Work required >> Make an exact copy of the lines below.

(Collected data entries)
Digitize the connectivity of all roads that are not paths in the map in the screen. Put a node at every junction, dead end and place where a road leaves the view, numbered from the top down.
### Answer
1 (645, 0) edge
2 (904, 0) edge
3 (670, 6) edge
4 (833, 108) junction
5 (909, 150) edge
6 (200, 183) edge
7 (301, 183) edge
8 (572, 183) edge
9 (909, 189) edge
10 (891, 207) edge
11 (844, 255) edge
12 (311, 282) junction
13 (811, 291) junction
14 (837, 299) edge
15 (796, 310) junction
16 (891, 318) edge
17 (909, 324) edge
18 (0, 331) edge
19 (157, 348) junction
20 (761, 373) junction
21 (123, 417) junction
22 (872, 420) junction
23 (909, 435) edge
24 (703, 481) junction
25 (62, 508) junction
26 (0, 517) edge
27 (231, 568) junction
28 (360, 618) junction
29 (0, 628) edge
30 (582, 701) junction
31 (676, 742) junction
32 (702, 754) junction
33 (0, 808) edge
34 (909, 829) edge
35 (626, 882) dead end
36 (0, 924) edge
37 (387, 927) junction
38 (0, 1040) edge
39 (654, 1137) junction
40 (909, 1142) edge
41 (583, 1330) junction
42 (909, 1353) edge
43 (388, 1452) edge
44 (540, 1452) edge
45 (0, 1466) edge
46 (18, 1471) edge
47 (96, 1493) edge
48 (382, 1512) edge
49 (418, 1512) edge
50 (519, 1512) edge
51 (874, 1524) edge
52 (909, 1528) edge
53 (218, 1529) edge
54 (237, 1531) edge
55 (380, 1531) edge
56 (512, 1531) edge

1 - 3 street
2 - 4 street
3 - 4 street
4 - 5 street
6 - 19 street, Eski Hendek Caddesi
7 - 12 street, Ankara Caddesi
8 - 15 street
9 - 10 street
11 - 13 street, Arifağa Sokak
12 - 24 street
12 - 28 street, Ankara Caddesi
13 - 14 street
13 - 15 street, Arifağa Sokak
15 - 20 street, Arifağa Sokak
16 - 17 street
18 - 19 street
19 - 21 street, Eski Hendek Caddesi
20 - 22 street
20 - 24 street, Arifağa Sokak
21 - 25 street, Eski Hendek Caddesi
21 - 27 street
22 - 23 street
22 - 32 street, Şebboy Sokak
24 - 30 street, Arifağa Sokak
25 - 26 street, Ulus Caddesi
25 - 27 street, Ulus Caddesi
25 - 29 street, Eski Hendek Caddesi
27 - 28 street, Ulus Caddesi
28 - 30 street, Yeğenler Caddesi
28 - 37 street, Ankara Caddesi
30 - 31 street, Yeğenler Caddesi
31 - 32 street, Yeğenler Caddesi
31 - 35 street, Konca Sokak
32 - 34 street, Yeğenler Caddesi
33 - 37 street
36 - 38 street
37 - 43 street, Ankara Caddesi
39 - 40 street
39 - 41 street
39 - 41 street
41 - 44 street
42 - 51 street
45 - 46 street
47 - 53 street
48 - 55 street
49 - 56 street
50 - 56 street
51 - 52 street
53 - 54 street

Answer for this exercise >>
Digitize the connectivity of all roads that are not paths in the map in the screen. Put a node at every junction, dead end and place where a road leaves the view, numbered from the top down.
### Answer
1 (645, 0) edge
2 (904, 0) edge
3 (670, 6) edge
4 (833, 108) junction
5 (909, 150) edge
6 (200, 183) edge
7 (301, 183) edge
8 (572, 183) edge
9 (909, 189) edge
10 (891, 207) edge
11 (844, 255) edge
12 (311, 282) junction
13 (811, 291) junction
14 (837, 299) edge
15 (796, 310) junction
16 (891, 318) edge
17 (909, 324) edge
18 (0, 331) edge
19 (157, 348) junction
20 (761, 373) junction
21 (123, 417) junction
22 (872, 420) junction
23 (909, 435) edge
24 (703, 481) junction
25 (62, 508) junction
26 (0, 517) edge
27 (231, 568) junction
28 (360, 618) junction
29 (0, 628) edge
30 (582, 701) junction
31 (676, 742) junction
32 (702, 754) junction
33 (0, 808) edge
34 (909, 829) edge
35 (626, 882) dead end
36 (0, 924) edge
37 (387, 927) junction
38 (0, 1040) edge
39 (654, 1137) junction
40 (909, 1142) edge
41 (583, 1330) junction
42 (909, 1353) edge
43 (388, 1452) edge
44 (540, 1452) edge
45 (0, 1466) edge
46 (18, 1471) edge
47 (96, 1493) edge
48 (382, 1512) edge
49 (418, 1512) edge
50 (519, 1512) edge
51 (874, 1524) edge
52 (909, 1528) edge
53 (218, 1529) edge
54 (237, 1531) edge
55 (380, 1531) edge
56 (512, 1531) edge

1 - 3 street
2 - 4 street
3 - 4 street
4 - 5 street
6 - 19 street, Eski Hendek Caddesi
7 - 12 street, Ankara Caddesi
8 - 15 street
9 - 10 street
11 - 13 street, Arifağa Sokak
12 - 24 street
12 - 28 street, Ankara Caddesi
13 - 14 street
13 - 15 street, Arifağa Sokak
15 - 20 street, Arifağa Sokak
16 - 17 street
18 - 19 street
19 - 21 street, Eski Hendek Caddesi
20 - 22 street
20 - 24 street, Arifağa Sokak
21 - 25 street, Eski Hendek Caddesi
21 - 27 street
22 - 23 street
22 - 32 street, Şebboy Sokak
24 - 30 street, Arifağa Sokak
25 - 26 street, Ulus Caddesi
25 - 27 street, Ulus Caddesi
25 - 29 street, Eski Hendek Caddesi
27 - 28 street, Ulus Caddesi
28 - 30 street, Yeğenler Caddesi
28 - 37 street, Ankara Caddesi
30 - 31 street, Yeğenler Caddesi
31 - 32 street, Yeğenler Caddesi
31 - 35 street, Konca Sokak
32 - 34 street, Yeğenler Caddesi
33 - 37 street
36 - 38 street
37 - 43 street, Ankara Caddesi
39 - 40 street
39 - 41 street
39 - 41 street
41 - 44 street
42 - 51 street
45 - 46 street
47 - 53 street
48 - 55 street
49 - 56 street
50 - 56 street
51 - 52 street
53 - 54 street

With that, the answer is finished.